Here are some pics of the parts that I received, as requested.  There were no instructions included, but most of it looks pretty straightforward (at least it seems that way looking at the parts diagrams of the machine).  I am wondering what the best way to replace the lead screw and half nut is.  I would rather not take the apron off if I dont have to.  

I think RayC said he would post up some instructions and that it was not difficult and only took about a half hour or so.  Speaking of RayC, he cut his fingers really badly on the underside of his cross slide when he was removing it a while back.  Good leather gloves would probably be a good idea when removing the slides to get at the screws.

If I get a chance to do it soon, I will be more than happy to document my switch over and post up some pics and a writeup..though I have been so busy with stinkin homework lately that I have not had any time to play with my machine.  Hopefully I can find some time this weekend, but I can't make any promises, much as I wish I could.:whiteflag:


----------



## zmotorsports (Sep 25, 2014)

Pictures look great and I am sure it would be beneficial to someone if you could/would post up a step by step or procedure on the forum.

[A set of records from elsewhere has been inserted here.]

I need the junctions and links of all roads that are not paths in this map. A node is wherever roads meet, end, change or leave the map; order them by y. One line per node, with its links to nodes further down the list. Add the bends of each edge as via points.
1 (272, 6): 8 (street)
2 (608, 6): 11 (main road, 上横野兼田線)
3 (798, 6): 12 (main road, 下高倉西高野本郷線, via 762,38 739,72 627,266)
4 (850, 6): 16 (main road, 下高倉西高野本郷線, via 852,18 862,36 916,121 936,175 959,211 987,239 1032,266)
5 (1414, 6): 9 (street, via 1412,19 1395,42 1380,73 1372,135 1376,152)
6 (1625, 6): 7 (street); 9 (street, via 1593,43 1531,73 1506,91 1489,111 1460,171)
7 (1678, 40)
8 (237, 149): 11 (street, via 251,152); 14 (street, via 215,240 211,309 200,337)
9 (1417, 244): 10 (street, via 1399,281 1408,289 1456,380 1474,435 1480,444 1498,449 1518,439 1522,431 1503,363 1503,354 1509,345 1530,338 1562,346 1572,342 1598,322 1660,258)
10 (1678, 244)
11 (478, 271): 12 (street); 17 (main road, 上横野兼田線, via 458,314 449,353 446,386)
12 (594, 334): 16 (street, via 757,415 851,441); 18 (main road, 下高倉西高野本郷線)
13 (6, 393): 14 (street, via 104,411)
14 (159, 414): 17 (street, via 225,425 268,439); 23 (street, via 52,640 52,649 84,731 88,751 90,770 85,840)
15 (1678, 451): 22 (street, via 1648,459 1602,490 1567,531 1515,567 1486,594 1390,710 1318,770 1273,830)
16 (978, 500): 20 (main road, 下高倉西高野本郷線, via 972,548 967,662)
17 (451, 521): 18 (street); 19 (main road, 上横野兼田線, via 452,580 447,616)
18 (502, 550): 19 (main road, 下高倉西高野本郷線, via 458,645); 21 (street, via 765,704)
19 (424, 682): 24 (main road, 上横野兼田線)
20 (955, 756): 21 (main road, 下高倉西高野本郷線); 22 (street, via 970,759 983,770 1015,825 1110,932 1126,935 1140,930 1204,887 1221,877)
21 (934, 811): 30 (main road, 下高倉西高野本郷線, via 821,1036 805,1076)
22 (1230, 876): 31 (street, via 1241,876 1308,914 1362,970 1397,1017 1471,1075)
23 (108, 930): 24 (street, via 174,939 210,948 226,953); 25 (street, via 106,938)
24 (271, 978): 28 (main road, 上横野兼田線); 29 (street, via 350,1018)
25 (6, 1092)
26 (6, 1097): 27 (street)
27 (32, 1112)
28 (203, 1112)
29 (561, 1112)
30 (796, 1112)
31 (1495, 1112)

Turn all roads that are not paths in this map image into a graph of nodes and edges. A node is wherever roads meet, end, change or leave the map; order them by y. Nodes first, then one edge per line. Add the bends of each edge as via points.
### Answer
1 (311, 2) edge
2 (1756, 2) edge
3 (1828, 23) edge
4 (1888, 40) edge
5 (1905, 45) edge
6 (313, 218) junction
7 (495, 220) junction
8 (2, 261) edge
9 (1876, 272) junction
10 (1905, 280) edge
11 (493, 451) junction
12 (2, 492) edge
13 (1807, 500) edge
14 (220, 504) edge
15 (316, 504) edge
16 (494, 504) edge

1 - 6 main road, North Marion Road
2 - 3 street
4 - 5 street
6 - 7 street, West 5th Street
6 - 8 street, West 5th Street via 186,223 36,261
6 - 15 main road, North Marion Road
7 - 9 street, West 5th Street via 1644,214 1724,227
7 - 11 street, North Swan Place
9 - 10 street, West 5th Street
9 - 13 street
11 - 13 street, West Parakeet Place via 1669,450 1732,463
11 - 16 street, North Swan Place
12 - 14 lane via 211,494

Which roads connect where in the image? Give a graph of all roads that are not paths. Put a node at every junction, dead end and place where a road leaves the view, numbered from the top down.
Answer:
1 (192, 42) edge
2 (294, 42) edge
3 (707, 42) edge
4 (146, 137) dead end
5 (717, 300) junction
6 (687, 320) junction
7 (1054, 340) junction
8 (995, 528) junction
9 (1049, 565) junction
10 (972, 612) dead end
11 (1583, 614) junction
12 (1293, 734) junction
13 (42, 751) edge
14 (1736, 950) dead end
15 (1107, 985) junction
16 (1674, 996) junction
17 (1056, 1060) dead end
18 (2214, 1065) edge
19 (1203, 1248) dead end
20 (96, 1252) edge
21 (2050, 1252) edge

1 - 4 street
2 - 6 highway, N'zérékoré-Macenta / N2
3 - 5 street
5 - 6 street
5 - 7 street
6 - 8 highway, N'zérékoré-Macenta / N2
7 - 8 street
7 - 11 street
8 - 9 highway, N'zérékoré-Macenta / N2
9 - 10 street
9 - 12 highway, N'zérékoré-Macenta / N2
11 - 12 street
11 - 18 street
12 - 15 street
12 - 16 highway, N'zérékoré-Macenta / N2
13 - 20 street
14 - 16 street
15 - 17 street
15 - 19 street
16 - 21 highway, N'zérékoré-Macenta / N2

As far as Ray cutting his finger, if memory serves it wasn't just due to working around sharp edges/corners/machined corners, it was the fact that he set the carriage/apron on a stool and bumped the stool and the carriage started to fall, he then grabbed for it rather than let it crash to the ground.  That is when it cut his finger but I could be mistaken, that just seems to stick in my head.

There are certain tasks/jobs that wearing a good quality leather glove can be beneficial.  Other tasks or times not so much.  I think lifting a heavy cast steel part off of the bed of a lathe is one where they would be.


----------



## thlee72 (Sep 25, 2014)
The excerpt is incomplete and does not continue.